Our soup also contains turmeric, a rich source of curcumin. It is a bright yellow chemical substance in plants that has been confirmed to have several properties, including anticancer, anti-inflammatory, anti-invasive, anti-angiogenic, immunomodulatory, and antioxidant activities in different diseases [47]. A previous meta-analysis showed that curcumin was able to reduce the amount of circulating IL-6 in patients with systemic inflammation [48]. Also, in another meta-analysis study, curcumin supplementation significantly improved TNF-α concentration [49]. It is supposed that curcumin blocks NF-κB and mitogen-activated protein kinase (MAPK) pathways, which are the essential signals regulating the expression of various pro-inflammatory cytokines [49]. The evidence also indicated the effect of curcumin on interferons in different viral diseases [50,51,52].

High intake of dietary fiber may also contribute to the beneficial effects of the soup containing functional foods. It has been suggested that dietary fiber may reduce the risk of some diseases with systemic inflammation by mediating the pro-inflammatory process [53,54,55]. These probable roles may be induced through two mechanistic hypotheses. First, dietary fiber may decrease the oxidation of glucose and lipids while maintaining a healthy intestinal environment [56]. Second, it is known that dietary fiber may reduce inflammation by modifying adipocytokines in adipose tissue and increasing the circulation of lipophilic compounds and lipids through the enterohepatic system [57]. In a study of postmenopausal women, greater intake of total fiber, soluble fiber, and insoluble fiber was related to lower plasma concentrations of IL-6 and TNF-α-R2 [19].

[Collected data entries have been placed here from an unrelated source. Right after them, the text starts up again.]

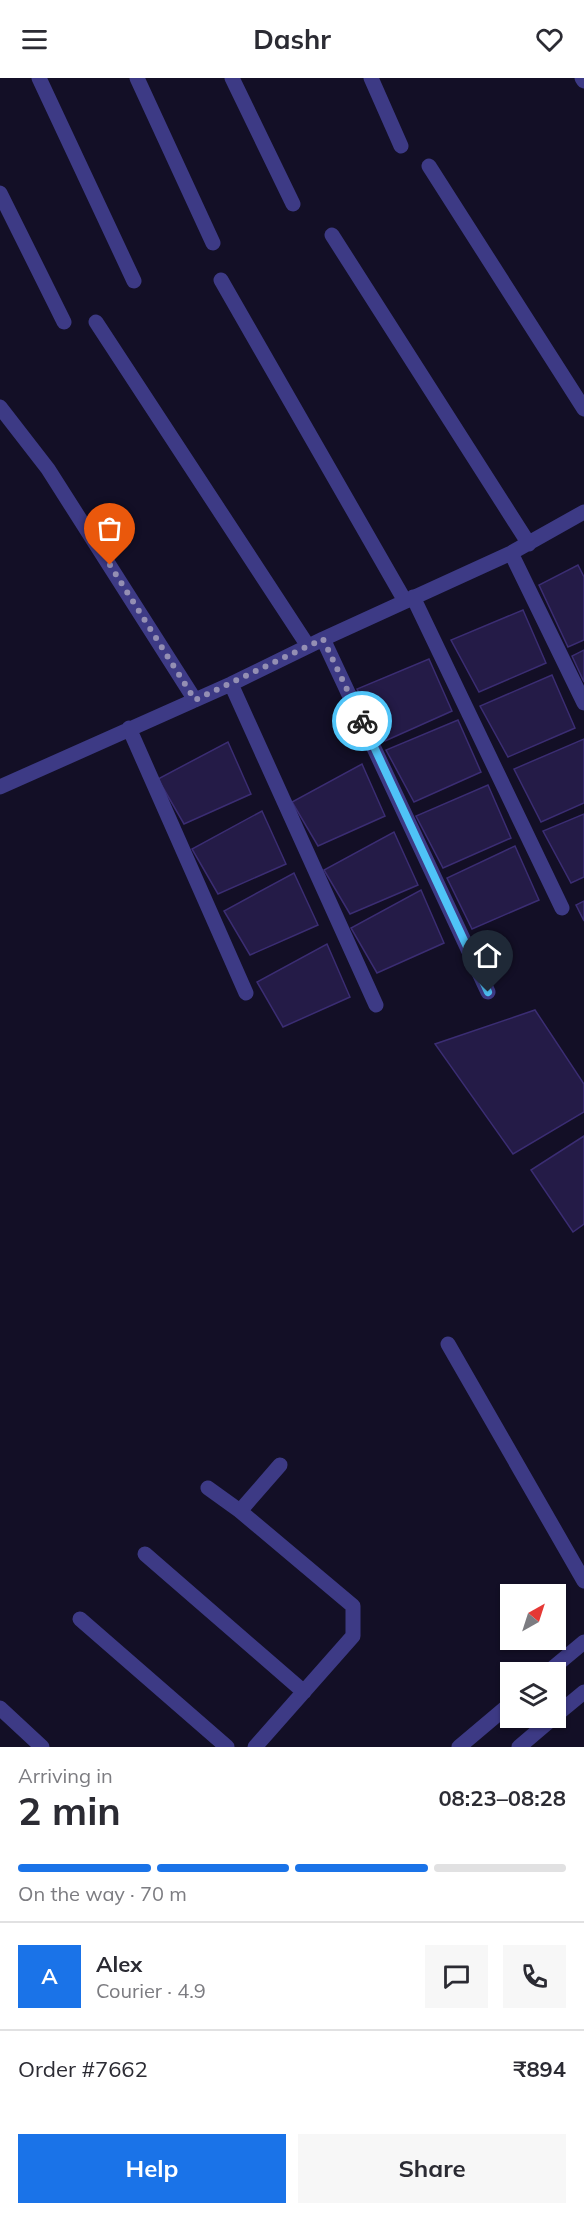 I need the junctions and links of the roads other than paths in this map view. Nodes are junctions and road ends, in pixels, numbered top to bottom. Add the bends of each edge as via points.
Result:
1 (39, 78) edge
2 (137, 78) edge
3 (232, 78) edge
4 (371, 78) edge
5 (401, 146) dead end
6 (429, 166) dead end
7 (0, 193) edge
8 (293, 204) dead end
9 (332, 235) dead end
10 (213, 243) dead end
11 (221, 280) dead end
12 (135, 281) dead end
13 (64, 322) dead end
14 (96, 322) dead end
15 (0, 407) edge
16 (584, 409) edge
17 (584, 512) edge
18 (529, 544) junction
19 (511, 553) junction
20 (409, 599) junction
21 (323, 639) junction
22 (308, 646) junction
23 (231, 684) junction
24 (195, 700) junction
25 (584, 704) edge
26 (129, 728) junction
27 (0, 787) edge
28 (562, 908) dead end
29 (488, 992) dead end
30 (246, 993) dead end
31 (376, 1005) dead end
32 (448, 1344) dead end
33 (280, 1465) dead end
34 (208, 1488) dead end
35 (240, 1511) junction
36 (145, 1554) dead end
37 (584, 1581) edge
38 (80, 1619) dead end
39 (584, 1642) edge
40 (560, 1662) edge
41 (304, 1692) junction
42 (584, 1692) edge
43 (566, 1707) edge
44 (0, 1708) edge
45 (500, 1712) edge
46 (541, 1728) edge
47 (42, 1747) edge
48 (226, 1747) edge
49 (255, 1747) edge
50 (459, 1747) edge
51 (519, 1747) edge

1 - 12 street
2 - 10 street
3 - 8 street
4 - 5 street
6 - 16 street
7 - 13 street
9 - 18 street
11 - 20 street
14 - 22 street
15 - 24 street via 48,469
17 - 18 street
18 - 19 street
19 - 20 street
19 - 25 street
20 - 21 street
20 - 28 street
21 - 22 street
21 - 29 street
22 - 23 street
23 - 24 street
23 - 31 street
24 - 26 street
26 - 27 street
26 - 30 street
32 - 37 street
33 - 35 street
34 - 35 street
35 - 41 street via 353,1606 353,1635
36 - 41 street
38 - 48 street
39 - 40 street
41 - 49 street
42 - 43 street
44 - 47 street
45 - 50 street
46 - 51 street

Finally, the beneficial effects of intervened soup might be because of its quercetin content. It is a widely distributed plant flavonoid (flavanol), usually found in fruit, vegetables, leaves, seeds, and grains, that has antioxidant, anti-inflammatory, ant-viral, and immunomodulatory activities [58, 59]. Quercetin showed to inhibit the production of various proinflammatory cytokines that have been proposed as the mechanism by which it acts against COVID-19 [60].

In this study, the aim was to introduce a natural mixture that would alleviate COVID-19-related complications. The study had randomized double-blind design which increases the power of the study. In addition, the analyses were controlled for potential confounders. However, the study had some limitations. This study had short duration and did not differentiate between participants with mild and moderate disease. Also, due to ethical consideration, we were unable to have a group without any intervention. Moreover, a number of clinical findings, particularly those associated with organ dysfunctions, were not assessed.

Conclusion

This study explored potential effects of functional foods on the modulation of the inflammatory markers and laboratory findings in the COVID-19 patients. Accordingly, it indicated that functional foods mixture could modulate the secretion of serum inflammation markers efficiently. However, the results in terms of biochemical findings showed to be non-significant. Thus, further studies with longer duration are needed to confirmed the findings of this study.